Le peuple et les experts
Professeur à l’université de Cambridge et spécialiste de l’intégration européenne, Christopher Bickerton s’intéresse également à l’émergence du techno-populisme. À l’heure où les partis populistes prospèrent aux quatre coins de l’Europe, son regard permet de mettre ce phénomène en relation avec l’intégration européenne et le déclin de la démocratie des partis.
La notion de populisme est-elle appropriée pour désigner les développements politiques récents ?
Cela ne me surprend pas qu’un mot comme « populisme » ait tellement de succès, parce qu’il est vrai que nous vivons une époque politique particulière. S’il se passe « quelque chose », il est naturel que l’on essaie de nommer cette « chose ». Pour différentes raisons, le populisme est devenu le terme pour nommer cette « chose » qui se passe. Le problème, c’est qu’on n’est pas toujours d’accord sur ce qui est exactement en train de se passer. Pour cette raison, il y a tout un tas de débats autour de la notion de populisme. Personnellement, je suis assez ouvert à l’idée d’utiliser ce terme, et il faut être précis quand on le fait.
Le concept de populisme qu’on utilise généralement comporte deux éléments. D’une part, il y a un élément discursif : la façon dont certains politiques s’expriment, en particulier leur discours de légitimation (ce à quoi ils se réfèrent exactement pour se légitimer, pour légitimer leur autorité, leur pouvoir). Sur ce plan discursif, le populisme utilise le concept du peuple pour renforcer l’autorité du personnage politique. Un discours autour de l’idée du peuple crée un clivage entre le peuple et ce que l’on appelle en anglais l’establishment, l’élite politique, et considère que c’est là le clivage principal.

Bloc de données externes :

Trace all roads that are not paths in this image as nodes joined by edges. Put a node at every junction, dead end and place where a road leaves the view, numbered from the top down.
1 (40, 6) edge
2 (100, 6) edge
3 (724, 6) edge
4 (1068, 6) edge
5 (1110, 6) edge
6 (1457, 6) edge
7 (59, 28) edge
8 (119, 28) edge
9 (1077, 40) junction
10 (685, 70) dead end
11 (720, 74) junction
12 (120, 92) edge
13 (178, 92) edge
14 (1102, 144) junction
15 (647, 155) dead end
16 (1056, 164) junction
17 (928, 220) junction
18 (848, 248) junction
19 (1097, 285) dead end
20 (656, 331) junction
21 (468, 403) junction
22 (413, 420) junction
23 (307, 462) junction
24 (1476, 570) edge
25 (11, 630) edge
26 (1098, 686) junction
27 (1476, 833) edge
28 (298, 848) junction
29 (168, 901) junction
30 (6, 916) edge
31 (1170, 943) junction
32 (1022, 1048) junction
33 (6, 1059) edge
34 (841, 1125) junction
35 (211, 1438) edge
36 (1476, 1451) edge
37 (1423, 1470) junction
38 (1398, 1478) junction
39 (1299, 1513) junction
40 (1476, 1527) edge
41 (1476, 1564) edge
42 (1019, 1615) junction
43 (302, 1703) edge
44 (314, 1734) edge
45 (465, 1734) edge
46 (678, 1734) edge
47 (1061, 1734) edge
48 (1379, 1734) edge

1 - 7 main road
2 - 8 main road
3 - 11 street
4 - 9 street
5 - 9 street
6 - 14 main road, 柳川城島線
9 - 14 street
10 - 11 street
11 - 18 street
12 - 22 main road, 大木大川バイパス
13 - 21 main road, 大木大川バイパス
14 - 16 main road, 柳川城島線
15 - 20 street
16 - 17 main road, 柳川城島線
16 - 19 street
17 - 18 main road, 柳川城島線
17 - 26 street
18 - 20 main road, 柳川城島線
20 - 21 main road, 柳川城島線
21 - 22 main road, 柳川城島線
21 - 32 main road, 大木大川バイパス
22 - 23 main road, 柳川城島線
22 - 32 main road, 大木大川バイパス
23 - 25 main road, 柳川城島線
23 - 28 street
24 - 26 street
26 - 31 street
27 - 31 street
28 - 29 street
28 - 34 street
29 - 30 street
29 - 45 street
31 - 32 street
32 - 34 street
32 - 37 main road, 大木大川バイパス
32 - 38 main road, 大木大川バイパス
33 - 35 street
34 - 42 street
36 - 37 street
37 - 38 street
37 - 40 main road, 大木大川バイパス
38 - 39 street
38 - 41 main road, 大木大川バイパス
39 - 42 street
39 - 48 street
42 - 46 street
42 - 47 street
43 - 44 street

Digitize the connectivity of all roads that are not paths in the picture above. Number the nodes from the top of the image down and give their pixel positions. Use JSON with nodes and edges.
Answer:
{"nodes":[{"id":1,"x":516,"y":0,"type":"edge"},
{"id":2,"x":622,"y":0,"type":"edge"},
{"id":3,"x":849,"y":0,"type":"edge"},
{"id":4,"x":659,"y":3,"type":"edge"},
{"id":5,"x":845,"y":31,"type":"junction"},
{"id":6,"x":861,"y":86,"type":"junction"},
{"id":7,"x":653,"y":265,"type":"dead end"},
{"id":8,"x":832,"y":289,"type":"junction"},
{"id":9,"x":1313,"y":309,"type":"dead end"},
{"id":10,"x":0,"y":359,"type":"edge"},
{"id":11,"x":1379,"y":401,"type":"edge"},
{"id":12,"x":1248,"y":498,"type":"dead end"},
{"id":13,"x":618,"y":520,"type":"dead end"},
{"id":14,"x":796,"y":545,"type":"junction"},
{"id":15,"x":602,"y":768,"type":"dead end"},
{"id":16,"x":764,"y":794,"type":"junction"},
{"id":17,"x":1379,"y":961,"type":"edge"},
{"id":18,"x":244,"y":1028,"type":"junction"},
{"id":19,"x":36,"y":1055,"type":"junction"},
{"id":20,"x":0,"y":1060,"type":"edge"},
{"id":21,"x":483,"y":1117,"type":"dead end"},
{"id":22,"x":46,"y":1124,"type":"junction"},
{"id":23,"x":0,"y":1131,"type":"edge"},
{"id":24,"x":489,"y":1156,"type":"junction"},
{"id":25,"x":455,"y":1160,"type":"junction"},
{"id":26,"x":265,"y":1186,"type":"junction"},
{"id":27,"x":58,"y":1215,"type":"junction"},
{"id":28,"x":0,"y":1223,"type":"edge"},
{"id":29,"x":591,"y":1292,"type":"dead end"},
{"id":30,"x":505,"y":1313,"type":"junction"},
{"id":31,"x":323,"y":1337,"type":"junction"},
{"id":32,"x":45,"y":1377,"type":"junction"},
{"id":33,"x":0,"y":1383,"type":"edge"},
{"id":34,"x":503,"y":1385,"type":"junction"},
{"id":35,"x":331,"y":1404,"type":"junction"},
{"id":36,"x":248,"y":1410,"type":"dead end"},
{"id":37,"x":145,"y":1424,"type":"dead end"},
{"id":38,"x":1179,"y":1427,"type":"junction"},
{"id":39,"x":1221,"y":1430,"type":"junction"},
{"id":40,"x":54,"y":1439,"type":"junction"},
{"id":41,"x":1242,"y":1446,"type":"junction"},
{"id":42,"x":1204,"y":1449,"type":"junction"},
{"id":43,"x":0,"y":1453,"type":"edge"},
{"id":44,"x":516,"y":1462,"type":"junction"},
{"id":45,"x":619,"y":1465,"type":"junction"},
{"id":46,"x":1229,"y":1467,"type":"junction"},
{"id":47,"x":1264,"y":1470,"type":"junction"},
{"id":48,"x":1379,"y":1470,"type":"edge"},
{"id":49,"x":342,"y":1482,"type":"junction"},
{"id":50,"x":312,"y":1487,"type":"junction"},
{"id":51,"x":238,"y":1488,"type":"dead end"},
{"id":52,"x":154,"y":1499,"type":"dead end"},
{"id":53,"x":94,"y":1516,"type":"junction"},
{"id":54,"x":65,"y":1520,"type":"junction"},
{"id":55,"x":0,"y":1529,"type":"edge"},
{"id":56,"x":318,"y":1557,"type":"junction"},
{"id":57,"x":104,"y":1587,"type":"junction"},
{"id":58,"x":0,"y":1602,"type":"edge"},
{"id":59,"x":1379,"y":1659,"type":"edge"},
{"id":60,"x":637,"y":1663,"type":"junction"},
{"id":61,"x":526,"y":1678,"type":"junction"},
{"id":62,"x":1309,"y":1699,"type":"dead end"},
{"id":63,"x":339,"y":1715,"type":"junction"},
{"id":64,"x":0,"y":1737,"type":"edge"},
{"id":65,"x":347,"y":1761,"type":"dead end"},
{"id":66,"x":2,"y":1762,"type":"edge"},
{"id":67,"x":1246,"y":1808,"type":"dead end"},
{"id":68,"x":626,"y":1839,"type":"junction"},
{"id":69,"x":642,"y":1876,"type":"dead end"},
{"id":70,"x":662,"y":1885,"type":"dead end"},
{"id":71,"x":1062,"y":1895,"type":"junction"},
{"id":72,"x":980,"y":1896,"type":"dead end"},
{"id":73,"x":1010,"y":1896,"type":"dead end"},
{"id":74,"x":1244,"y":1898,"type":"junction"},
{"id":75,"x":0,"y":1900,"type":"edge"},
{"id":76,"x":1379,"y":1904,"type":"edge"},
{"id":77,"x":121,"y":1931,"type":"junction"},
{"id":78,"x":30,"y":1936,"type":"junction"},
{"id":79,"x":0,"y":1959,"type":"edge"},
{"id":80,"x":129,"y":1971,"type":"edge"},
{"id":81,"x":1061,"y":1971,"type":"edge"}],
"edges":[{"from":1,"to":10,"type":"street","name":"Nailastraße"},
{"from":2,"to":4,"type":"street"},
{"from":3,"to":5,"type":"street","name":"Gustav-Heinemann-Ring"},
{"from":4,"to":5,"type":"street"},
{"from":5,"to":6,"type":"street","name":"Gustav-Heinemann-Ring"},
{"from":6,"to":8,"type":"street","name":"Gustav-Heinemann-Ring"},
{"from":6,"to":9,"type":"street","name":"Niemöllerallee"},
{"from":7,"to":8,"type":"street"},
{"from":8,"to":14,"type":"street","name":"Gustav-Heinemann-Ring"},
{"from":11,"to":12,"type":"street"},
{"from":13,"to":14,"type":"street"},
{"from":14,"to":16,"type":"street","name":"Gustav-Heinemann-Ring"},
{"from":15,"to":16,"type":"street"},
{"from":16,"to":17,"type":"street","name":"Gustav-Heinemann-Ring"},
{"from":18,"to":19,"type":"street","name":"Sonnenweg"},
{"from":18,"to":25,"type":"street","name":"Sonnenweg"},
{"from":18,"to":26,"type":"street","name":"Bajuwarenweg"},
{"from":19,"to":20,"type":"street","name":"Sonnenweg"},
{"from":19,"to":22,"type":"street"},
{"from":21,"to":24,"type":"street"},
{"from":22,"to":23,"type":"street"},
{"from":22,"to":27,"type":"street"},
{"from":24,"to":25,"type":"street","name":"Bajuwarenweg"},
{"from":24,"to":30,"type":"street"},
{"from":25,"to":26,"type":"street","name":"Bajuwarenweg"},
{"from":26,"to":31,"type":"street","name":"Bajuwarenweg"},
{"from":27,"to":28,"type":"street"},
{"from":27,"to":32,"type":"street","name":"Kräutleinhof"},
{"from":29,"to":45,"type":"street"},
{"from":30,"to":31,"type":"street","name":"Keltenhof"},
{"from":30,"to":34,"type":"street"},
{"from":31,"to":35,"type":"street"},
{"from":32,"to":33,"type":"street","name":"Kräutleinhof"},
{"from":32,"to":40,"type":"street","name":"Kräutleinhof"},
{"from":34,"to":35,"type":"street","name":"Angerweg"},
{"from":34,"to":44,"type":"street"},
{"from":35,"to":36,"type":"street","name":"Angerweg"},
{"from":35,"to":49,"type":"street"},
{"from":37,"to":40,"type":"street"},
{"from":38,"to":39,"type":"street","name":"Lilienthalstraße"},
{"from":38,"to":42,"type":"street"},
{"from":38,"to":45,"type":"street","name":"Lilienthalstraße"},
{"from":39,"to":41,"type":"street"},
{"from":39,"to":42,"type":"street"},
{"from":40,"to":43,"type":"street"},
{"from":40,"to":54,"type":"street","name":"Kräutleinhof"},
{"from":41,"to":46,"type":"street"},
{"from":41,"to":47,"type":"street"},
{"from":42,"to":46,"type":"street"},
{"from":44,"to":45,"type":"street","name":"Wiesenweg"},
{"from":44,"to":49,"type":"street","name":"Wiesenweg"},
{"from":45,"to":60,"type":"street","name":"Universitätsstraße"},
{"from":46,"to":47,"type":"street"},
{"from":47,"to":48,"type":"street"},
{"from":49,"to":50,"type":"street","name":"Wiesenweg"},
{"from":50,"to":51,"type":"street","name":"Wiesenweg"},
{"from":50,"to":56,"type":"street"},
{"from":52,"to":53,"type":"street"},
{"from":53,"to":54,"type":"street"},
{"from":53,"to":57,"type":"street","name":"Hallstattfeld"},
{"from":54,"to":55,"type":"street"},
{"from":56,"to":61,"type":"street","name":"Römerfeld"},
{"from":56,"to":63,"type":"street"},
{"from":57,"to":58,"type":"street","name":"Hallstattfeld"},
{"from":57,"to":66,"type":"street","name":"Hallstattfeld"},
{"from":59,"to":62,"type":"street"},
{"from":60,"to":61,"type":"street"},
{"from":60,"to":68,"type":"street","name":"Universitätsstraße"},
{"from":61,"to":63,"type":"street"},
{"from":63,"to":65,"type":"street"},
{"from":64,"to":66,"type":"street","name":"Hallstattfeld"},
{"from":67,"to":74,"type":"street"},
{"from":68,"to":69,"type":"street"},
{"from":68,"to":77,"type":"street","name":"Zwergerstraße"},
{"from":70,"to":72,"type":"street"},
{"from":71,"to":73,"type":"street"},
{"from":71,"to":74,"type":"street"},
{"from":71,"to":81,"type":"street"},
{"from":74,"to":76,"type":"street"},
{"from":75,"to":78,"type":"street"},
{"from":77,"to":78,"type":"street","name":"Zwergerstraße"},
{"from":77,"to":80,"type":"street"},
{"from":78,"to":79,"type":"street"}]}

Il y a aussi une dimension organisationnelle ou institutionnelle du populisme, la façon dont les partis et mouvements politiques se structurent, que l’on pourrait décrire comme une personnalisation du pouvoir. C’est la tentative de créer un rapport direct entre un personnage politique et ses soutiens, le public, un rapport beaucoup plus personnel que celui qui existe dans les partis politiques traditionnels, où le parti se situe entre le dirigeant et le public. Rapport personnel donc, et tendance à déployer des stratégies que l’on pourrait qualifier de « plébiscitaires », des consultations du public qui visent à renforcer l’autorité du dirigeant. Si l’on met ensemble la dimension discursive et la dimension organisationnelle, on commence à avoir une idée plus précise de ce que représente le populisme.
Comment interprétez-vous la montée des populismes dans le contexte de l’intégration européenne ?
L’Union européenne (UE) manifeste un rapport entre les États membres, mais aussi la nature même des États membres. J’ai toujours été sceptique vis-à-vis de cette idée selon laquelle l’UE existe quelque part – à Bruxelles, en particulier – sous forme d’institutions supranationales séparées et qui s’imposent à la vie des États. À certains égards, il y a une séparation puisqu’il existe bien des institutions, mais quand on essaie de déterminer l’autorité de ces institutions, leur manière de s’imposer vis-à-vis des États membres, on trouve finalement les États membres, qui s’imposent à eux-mêmes certaines réglementations et certaines lois. Tel est le fonctionnement de l’UE. Pour comprendre ce que représente l’UE, il faut donc commencer par comprendre les États membres eux-mêmes, et la manière dont ils se sont transformés.
Pourquoi avons-nous en Europe une multitude d’États qui cherchent à s’imposer certaines contraintes, à s’autolimiter pour ainsi dire ? Après tout, à l’échelle européenne, le pouvoir d’imposer cette contrainte aux États membres n’existe pas : ni en termes de pouvoir exécutif, ni en termes de monopole de la violence.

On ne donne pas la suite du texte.